_TASK STATEMENT_. Go over the lines below, and when one contains the word "Lavigerie", copy it.

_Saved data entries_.

*** Begin section ***

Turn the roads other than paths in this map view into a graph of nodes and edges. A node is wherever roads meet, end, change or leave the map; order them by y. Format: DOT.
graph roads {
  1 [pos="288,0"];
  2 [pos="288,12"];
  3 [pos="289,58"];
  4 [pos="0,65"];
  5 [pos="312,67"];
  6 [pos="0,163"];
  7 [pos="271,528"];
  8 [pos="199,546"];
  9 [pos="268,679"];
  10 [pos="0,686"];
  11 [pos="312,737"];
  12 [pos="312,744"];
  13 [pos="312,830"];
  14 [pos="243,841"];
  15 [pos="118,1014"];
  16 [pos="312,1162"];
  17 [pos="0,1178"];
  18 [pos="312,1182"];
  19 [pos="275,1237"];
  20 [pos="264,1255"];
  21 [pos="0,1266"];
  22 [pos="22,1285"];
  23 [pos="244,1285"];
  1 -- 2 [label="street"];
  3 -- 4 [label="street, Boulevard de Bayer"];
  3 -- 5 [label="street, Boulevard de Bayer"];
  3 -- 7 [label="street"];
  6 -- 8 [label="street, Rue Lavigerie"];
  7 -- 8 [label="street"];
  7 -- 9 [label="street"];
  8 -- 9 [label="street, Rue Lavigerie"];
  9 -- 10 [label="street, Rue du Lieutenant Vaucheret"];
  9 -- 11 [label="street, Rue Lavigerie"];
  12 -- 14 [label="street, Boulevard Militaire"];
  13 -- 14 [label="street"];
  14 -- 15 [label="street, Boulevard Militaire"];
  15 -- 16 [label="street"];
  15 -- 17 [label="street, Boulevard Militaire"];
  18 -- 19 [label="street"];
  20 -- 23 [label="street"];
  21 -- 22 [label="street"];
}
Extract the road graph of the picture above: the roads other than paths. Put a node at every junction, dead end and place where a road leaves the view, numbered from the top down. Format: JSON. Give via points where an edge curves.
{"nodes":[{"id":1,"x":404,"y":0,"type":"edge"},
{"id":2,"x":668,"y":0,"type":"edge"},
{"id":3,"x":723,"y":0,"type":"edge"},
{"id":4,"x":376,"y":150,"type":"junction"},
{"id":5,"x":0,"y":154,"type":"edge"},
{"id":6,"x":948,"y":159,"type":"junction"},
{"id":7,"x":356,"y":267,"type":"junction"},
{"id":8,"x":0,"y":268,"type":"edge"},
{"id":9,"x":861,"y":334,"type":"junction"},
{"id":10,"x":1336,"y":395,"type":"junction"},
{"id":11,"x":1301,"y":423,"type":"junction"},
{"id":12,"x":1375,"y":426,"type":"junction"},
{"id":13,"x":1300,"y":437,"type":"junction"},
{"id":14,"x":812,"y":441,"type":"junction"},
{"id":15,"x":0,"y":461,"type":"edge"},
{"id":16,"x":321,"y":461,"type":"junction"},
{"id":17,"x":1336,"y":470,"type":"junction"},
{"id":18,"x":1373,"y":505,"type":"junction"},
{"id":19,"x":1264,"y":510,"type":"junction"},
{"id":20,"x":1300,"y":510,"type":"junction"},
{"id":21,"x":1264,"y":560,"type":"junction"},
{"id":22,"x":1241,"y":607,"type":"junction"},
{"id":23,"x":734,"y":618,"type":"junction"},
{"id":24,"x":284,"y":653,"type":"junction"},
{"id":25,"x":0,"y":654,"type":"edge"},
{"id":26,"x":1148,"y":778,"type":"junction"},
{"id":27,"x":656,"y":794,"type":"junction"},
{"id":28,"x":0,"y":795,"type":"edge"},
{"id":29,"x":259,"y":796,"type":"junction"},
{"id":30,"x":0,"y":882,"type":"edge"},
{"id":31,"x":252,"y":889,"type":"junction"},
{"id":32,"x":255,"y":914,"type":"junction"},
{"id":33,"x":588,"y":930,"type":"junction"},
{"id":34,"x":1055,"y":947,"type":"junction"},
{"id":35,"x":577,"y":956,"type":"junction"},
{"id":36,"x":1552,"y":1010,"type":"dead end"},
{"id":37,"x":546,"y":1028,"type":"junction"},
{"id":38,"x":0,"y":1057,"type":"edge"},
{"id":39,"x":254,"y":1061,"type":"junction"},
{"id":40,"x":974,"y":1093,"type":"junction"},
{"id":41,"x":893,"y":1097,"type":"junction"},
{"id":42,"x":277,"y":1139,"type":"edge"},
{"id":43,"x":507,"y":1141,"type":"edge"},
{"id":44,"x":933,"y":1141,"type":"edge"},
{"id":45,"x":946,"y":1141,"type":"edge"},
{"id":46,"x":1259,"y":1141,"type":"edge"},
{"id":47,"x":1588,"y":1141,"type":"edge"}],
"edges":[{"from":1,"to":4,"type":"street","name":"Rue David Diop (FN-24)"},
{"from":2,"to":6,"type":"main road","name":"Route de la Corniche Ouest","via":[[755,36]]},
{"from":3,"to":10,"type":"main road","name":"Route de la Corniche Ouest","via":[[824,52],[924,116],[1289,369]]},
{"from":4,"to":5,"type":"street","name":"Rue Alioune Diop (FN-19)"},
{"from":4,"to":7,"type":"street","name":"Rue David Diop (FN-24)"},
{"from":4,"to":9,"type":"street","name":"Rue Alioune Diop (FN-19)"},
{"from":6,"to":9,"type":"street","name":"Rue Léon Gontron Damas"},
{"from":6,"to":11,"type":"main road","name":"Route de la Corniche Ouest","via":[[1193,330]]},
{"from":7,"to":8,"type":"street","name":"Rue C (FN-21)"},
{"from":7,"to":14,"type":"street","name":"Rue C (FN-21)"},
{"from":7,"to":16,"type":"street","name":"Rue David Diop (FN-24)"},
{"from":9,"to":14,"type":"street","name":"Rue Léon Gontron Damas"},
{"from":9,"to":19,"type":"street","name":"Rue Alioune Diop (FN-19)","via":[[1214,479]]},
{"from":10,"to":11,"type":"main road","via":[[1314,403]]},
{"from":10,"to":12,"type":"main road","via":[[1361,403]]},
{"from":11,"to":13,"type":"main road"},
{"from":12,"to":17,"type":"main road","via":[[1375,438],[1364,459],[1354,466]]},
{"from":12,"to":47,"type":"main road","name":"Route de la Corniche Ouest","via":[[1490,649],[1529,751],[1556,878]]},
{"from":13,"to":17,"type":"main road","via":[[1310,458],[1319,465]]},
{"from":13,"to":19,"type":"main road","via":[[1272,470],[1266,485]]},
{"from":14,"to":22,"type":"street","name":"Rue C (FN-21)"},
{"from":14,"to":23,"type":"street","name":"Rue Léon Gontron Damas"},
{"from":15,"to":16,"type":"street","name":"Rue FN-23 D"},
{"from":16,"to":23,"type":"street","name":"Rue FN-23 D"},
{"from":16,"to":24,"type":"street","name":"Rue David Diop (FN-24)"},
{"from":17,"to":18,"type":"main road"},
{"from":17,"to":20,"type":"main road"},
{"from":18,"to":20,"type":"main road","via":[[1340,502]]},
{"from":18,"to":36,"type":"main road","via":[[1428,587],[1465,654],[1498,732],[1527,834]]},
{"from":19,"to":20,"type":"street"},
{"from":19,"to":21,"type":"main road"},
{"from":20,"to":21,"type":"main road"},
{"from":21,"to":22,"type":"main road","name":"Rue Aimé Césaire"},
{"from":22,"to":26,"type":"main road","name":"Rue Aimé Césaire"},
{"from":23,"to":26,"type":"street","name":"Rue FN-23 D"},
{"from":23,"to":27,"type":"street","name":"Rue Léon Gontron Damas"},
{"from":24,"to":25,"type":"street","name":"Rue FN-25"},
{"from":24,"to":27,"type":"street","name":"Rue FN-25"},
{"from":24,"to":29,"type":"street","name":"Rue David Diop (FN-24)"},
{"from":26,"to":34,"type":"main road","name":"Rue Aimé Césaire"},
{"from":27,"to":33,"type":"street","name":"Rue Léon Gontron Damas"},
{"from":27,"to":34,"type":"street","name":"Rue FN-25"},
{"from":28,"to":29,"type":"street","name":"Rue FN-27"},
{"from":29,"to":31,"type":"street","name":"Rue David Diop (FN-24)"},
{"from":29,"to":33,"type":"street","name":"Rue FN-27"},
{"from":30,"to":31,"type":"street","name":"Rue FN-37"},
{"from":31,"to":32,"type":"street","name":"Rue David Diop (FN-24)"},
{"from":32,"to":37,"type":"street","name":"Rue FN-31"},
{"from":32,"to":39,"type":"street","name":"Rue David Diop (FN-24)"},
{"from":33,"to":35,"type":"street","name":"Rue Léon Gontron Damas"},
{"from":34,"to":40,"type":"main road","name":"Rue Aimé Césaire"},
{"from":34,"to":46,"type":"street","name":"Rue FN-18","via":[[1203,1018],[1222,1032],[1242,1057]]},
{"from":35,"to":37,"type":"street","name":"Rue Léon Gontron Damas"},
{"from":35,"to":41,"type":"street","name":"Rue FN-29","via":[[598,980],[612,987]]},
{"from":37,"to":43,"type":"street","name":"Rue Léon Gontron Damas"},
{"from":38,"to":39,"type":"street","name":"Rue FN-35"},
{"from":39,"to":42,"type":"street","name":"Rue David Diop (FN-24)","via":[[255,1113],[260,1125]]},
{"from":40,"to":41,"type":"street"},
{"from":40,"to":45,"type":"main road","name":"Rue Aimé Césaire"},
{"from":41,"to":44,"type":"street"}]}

*** End section ***

_RESULT OF THE EXERCISE_.
  6 -- 8 [label="street, Rue Lavigerie"];
  8 -- 9 [label="street, Rue Lavigerie"];
  9 -- 11 [label="street, Rue Lavigerie"];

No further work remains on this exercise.